Chronic insomnia, or the recurrent inability to sleep, is a prevalent disorder afflicting ten percent of the general population in the United States, totaling to 30 million people. At least 30% of the people in the United States report having disturbed sleep, and 50% of patients under clinical care in hospitals report sleep disturbance.
What steps can we take to sleep better? Sleep medications such as Ambien operate by targeting specific receptors in your central nervous system, particularly GABA receptors. GABA is the primary inhibitory neurotransmitter in your brain, and through targeting its receptor, sleep medications can sedate you and help you fall asleep. For many years, sleep medications were the first line of treatment against insomnia.
This doesn’t mean that the solution to our sleeping dilemma is to go to the doctor and ask for an Ambien prescription – that’s actually far from the case. In fact, sleeping pills result in reduced non-random eye movement slow wave sleep (NREM SWS) compared to natural sleep, including a slew of side effects such as memory problems, daytime hangovers and drowsiness, drug tolerance, and an insomnia rebound effect when discontinuing the drug. Furthermore, studies have shown that taking sleep medication also results in less brain plasticity that occurs naturally during sleep. The consequences of sleep medication can be just as severe as having sleep deprivation in the first place, as you are 4.6 times more likely to die over two and a half years if you are taking sleeping pills.
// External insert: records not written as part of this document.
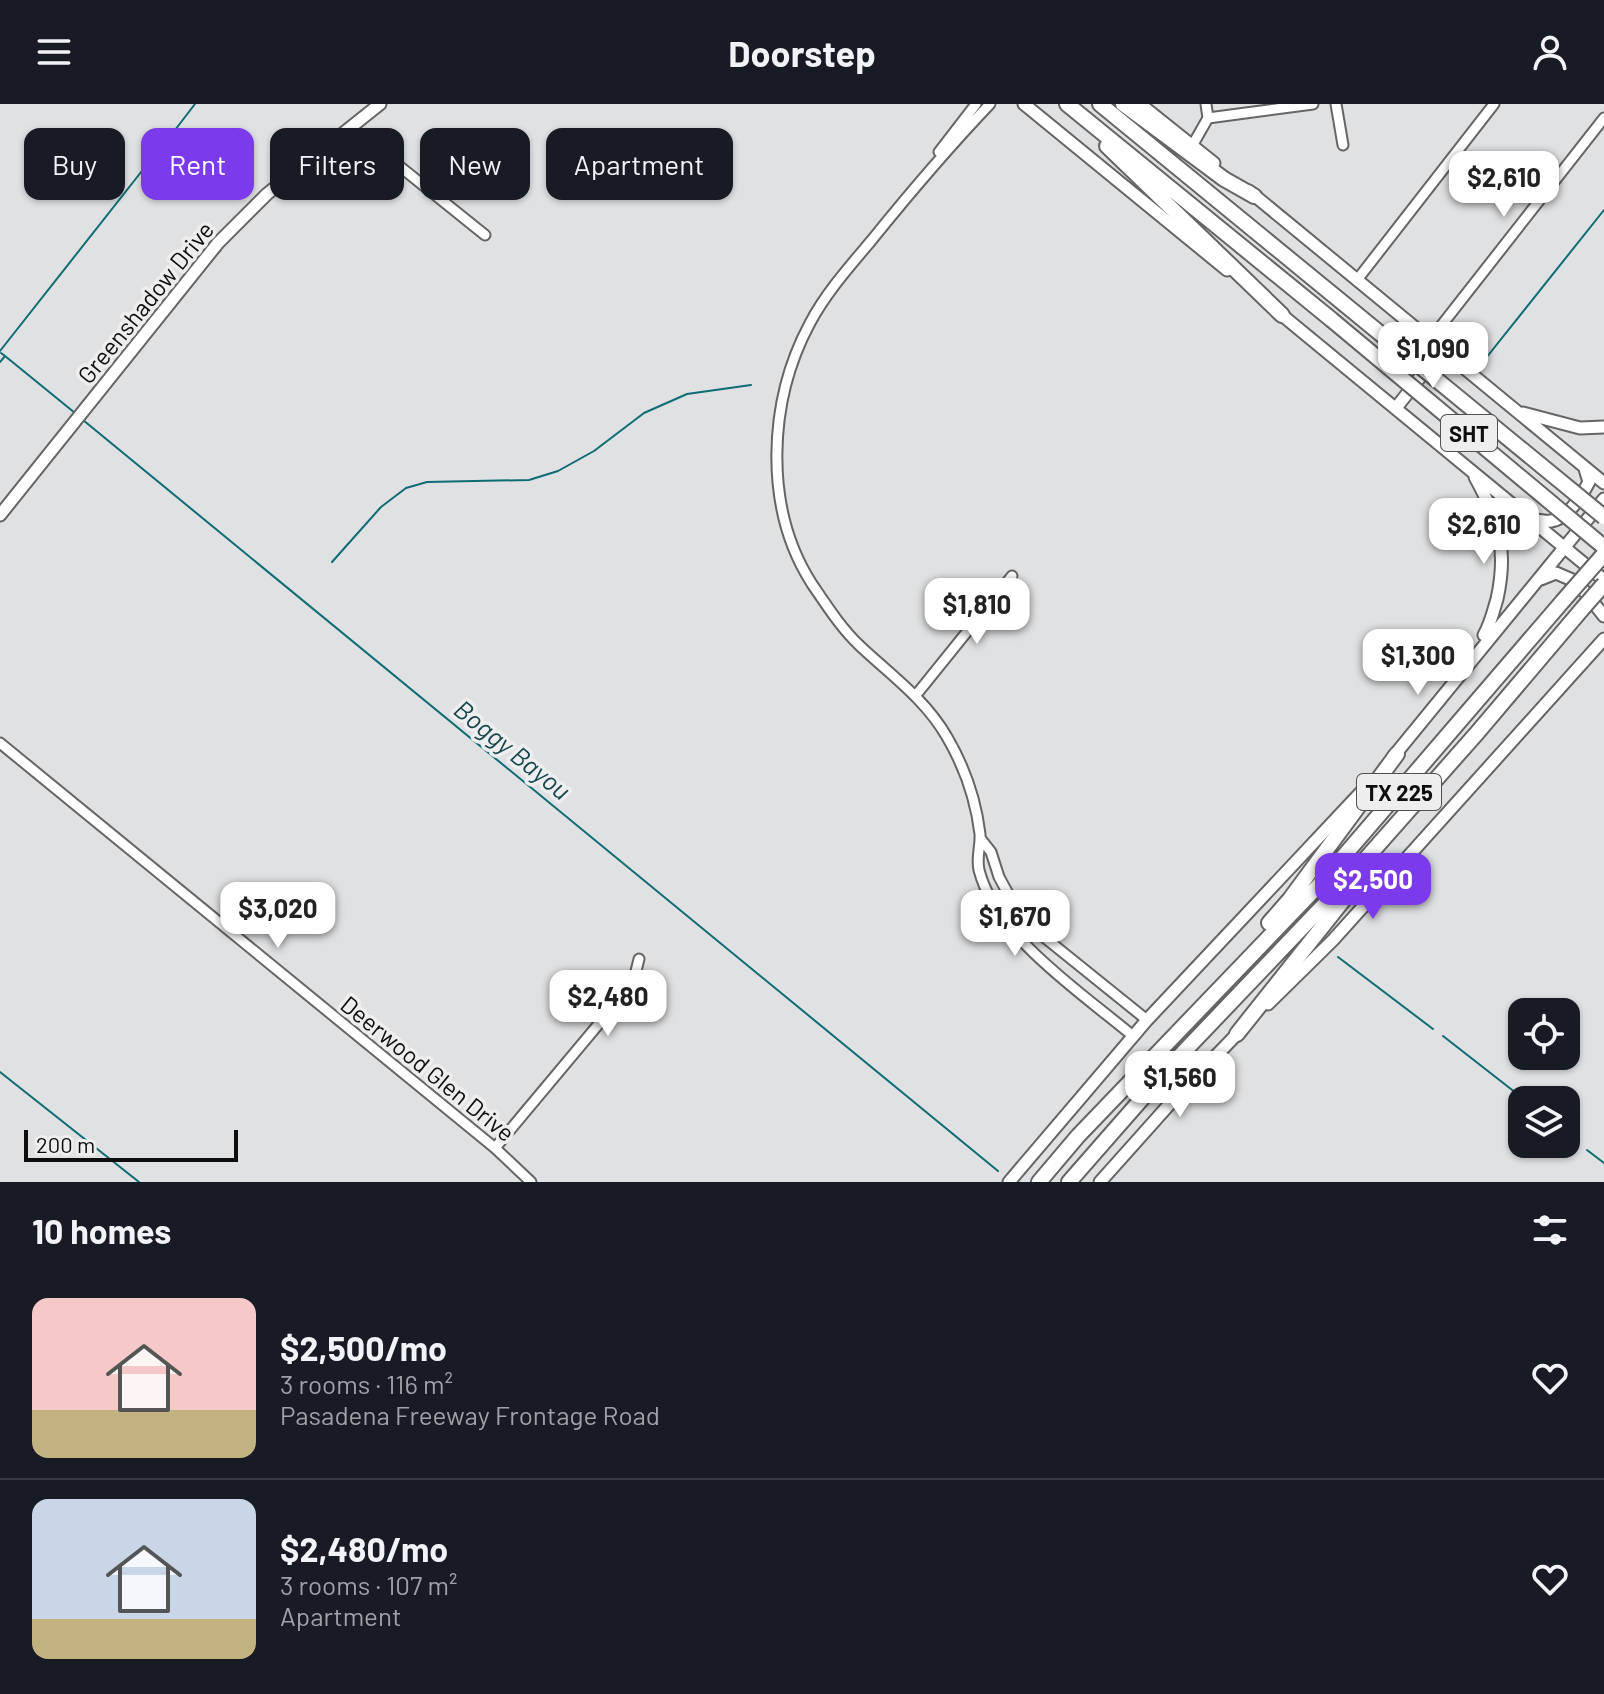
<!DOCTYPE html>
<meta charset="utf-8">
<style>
:root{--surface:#171b24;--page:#242831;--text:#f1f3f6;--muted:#9ea1a6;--line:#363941;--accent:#7c3aed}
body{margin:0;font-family:Barlow,sans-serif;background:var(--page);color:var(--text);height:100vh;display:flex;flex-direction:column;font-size:30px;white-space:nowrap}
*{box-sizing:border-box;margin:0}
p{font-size:26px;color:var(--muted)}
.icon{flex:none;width:44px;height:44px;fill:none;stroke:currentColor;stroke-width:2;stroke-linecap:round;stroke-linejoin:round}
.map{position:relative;height:1078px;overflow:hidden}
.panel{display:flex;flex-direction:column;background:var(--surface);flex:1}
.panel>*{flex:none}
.guide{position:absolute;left:24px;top:24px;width:800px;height:72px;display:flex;gap:16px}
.buttons{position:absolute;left:1508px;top:894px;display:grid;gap:16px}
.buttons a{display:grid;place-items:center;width:72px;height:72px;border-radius:16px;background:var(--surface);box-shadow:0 2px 6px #0004;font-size:40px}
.scale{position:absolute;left:24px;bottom:20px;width:214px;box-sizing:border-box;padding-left:8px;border:4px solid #0e0e0e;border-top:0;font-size:22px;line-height:28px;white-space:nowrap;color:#0e0e0e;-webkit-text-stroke:6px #eeeeef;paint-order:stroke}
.price{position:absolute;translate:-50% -68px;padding:0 18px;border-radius:16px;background:#fff;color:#222;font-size:26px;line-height:52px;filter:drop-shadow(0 2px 4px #0008)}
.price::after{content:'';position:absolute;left:50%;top:48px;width:24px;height:18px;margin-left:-12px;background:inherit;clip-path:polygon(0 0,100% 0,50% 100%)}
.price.selected{background:var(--accent);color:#fff}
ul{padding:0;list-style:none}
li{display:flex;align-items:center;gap:24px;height:200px;padding:0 32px}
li+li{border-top:2px solid var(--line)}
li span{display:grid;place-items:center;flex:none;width:224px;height:160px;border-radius:16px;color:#555}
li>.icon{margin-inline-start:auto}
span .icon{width:96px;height:96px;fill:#fffc;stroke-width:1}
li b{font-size:34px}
h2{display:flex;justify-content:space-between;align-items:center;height:96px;padding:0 32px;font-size:34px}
.tag{padding:0 28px;border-radius:16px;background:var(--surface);box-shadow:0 2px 6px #0004;font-size:28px;line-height:72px}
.tag.selected{background:var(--accent);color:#fff}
header{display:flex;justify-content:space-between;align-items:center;height:104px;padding:0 32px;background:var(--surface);font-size:36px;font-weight:700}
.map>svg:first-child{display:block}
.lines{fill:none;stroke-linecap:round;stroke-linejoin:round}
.stream{stroke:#0d6c74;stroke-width:2}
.minor-casing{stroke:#656566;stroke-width:13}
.major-casing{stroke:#656566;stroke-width:15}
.highway-casing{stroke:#656566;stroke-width:18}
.minor{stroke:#fff;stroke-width:9}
.major{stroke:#fff;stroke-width:11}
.highway{stroke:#fff;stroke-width:14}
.highway-bridge-casing{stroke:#656566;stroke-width:18;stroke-linecap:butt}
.highway-bridge{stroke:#fff;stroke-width:14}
.labels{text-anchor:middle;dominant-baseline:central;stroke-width:7;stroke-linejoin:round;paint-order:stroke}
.shield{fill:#eeeeef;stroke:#515152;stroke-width:2}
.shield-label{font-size:22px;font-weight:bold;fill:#0e0e0e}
.street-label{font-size:24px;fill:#0e0e0e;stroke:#eeeeef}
.water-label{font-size:26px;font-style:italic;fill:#15474c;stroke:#eeeeef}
</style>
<header><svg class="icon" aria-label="menu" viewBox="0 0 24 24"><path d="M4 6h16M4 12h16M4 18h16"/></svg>Doorstep<svg class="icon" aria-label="person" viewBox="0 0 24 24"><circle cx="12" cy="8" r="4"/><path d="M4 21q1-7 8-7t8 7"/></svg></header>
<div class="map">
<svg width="1604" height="1078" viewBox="0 0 1604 1078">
<rect width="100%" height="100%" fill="#e0e1e2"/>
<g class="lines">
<path class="stream" d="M175 26 195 0
M0 247 149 58
M5 252 75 309
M1486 254 1604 106
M0 258 5 252 1 249
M83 316 998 1067
M332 458 381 403 406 384 427 378 529 376 558 367 594 347 644 309 687 290 751 281
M1338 853 1433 925
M1443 932 1525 996
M0 968 139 1078
M1566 1029 1572 1033
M1587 1046 1604 1059"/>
<g class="minor-casing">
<path id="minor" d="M990 0C948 44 909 90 871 137 849 163 826 189 810 219 768 297 763 404 812 480 827 502 841 524 860 542 892 572 925 595 947 633 964 662 976 697 980 730 981 742 976 753 979 766 996 833 1082 889 1133 932
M1336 0 1343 41
M1208 14 1313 0
M352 24 485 131
M1192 42 1208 14 1206 0
M939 48 976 0
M1357 176 1494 0
M1430 236 1604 14
M916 591 1012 472
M0 639 495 1044 531 1078
M980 734 991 748 999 773 1011 795 1034 825 1147 916
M495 1044 633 879 639 855"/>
</g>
<g class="major-casing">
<path id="major" d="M1024 0 1227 166
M1140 0 1214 59
M1249 87 1604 379
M1277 207 1604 476
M1396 304 1442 245
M1523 309 1580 324 1604 323
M1475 373C1499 417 1508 445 1497 495 1493 508 1491 519 1484 531
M0 411 218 139 267 90 380 0
M1531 415C1537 416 1545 418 1551 417 1568 415 1582 391 1589 378L1585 365
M1541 475 1556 469 1577 478 1604 512
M1393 653 1604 395
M1268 900 1333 836 1604 535
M1009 1078 1147 916 1365 684
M1100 1078 1175 994 1241 926"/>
</g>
<g class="highway-casing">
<path id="highway" d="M1067 0 1332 216
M1100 0 1343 199
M1123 0 1224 75 1254 92
M1107 42 1282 211
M1269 819 1290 795 1397 650
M1237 930 1361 774
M1039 1078 1078 1032 1318 782 1562 498
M1069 1078 1175 957 1340 784 1477 629 1583 504"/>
</g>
<use href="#minor" class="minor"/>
<use href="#major" class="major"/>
<use href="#highway" class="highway"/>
<g class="highway-bridge-casing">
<path id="highway-bridge" d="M1343 199 1604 413
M1332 216 1604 443
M1562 498 1604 450
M1583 504 1604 480"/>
</g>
<use href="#highway-bridge" class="highway-bridge"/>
</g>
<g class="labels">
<g class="shield">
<rect x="1441" y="311" width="56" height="36" rx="6"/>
<rect x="1357" y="670" width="84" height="36" rx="6"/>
</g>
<g class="shield-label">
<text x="1469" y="329">SHT</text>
<text x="1399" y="688">TX 225</text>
</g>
<g class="street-label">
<text transform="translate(145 198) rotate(-51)">Greenshadow Drive</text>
<text transform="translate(428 964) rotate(39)">Deerwood Glen Drive</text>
</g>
<g class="water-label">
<text transform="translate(513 645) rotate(39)">Boggy Bayou</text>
</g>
</g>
</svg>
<div class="buttons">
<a><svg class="icon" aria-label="locate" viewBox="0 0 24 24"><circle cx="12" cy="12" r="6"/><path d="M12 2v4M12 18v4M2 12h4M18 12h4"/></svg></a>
<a><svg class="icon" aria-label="layers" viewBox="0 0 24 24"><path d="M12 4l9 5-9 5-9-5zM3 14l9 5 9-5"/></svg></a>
</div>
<div class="scale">200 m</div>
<b class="price" style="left:1504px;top:115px">$2,610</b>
<b class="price" style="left:1433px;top:286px">$1,090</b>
<b class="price" style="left:1484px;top:462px">$2,610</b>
<b class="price" style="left:977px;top:542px">$1,810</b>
<b class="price" style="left:1418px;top:593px">$1,300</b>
<b class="price selected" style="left:1373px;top:817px">$2,500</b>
<b class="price" style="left:278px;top:846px">$3,020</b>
<b class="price" style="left:1015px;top:854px">$1,670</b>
<b class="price" style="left:608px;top:934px">$2,480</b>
<b class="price" style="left:1180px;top:1015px">$1,560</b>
<div class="guide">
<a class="tag">Buy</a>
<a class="tag selected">Rent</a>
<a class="tag">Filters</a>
<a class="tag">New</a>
<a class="tag">Apartment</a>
</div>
</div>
<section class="panel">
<h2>10 homes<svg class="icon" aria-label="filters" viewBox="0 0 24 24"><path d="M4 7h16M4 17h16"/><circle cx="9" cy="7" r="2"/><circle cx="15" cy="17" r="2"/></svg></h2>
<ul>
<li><span style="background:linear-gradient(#f6c9c9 70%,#c2b280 0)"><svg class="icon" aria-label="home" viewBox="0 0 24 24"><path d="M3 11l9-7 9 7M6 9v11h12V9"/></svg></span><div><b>$2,500/mo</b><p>3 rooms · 116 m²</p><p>Pasadena Freeway Frontage Road</p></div><svg class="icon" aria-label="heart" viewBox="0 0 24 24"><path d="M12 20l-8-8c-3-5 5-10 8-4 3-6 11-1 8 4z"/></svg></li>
<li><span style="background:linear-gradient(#c9d6e8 75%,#c2b280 0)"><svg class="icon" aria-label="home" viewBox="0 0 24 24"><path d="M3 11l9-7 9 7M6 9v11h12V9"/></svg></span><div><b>$2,480/mo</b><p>3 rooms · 107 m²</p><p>Apartment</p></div><svg class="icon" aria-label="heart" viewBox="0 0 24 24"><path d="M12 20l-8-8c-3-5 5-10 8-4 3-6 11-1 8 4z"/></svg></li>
</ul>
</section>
If reading this exacerbates your sleeplessness, worry not. Many physicians are turning to psychological and behavioral treatments, such as cognitive behavioral therapy (CBT). Therapists work closely with their patients to alter their habits and environment to facilitate healthy and natural sleep. Here are some techniques they suggest, which you can do at home yourself with a little discipline:
Establish an electronic curfew: staring at screens can “trick” your brain into thinking it is daytime. Make it a habit to avoid electronic devices before bedtime
Sleep regularity: establish regular times where you sleep and wake up
Avoid caffeine and alcohol in the afternoon and evening: these chemicals can interfere with the processes in your body which tell you to go to sleep
Devise a wind-down routine before bed: relaxation techniques such as meditation can put you in a frame of mind more conducive to sleep
Sleep in a comfortable bed and maintain optimal sleeping temperature (~65 degrees F)
Dim lights before sleeping and use blackout curtains
Turn on bright lights when you wake up
These techniques have been shown to be just as effective, and in many cases, more effective than Ambien when it comes to treating insomnia. Since this is natural sleep, you’re also getting all the associated benefits, as opposed to the chemically induced sleep caused by sleep medication. The most important thing is to be consistent (which is the same for reaping the health benefits of other activities such as exercise) and to listen to your body by always being aware of how you’re feeling. Counting sheep, of course, is optional. Sleep well friends.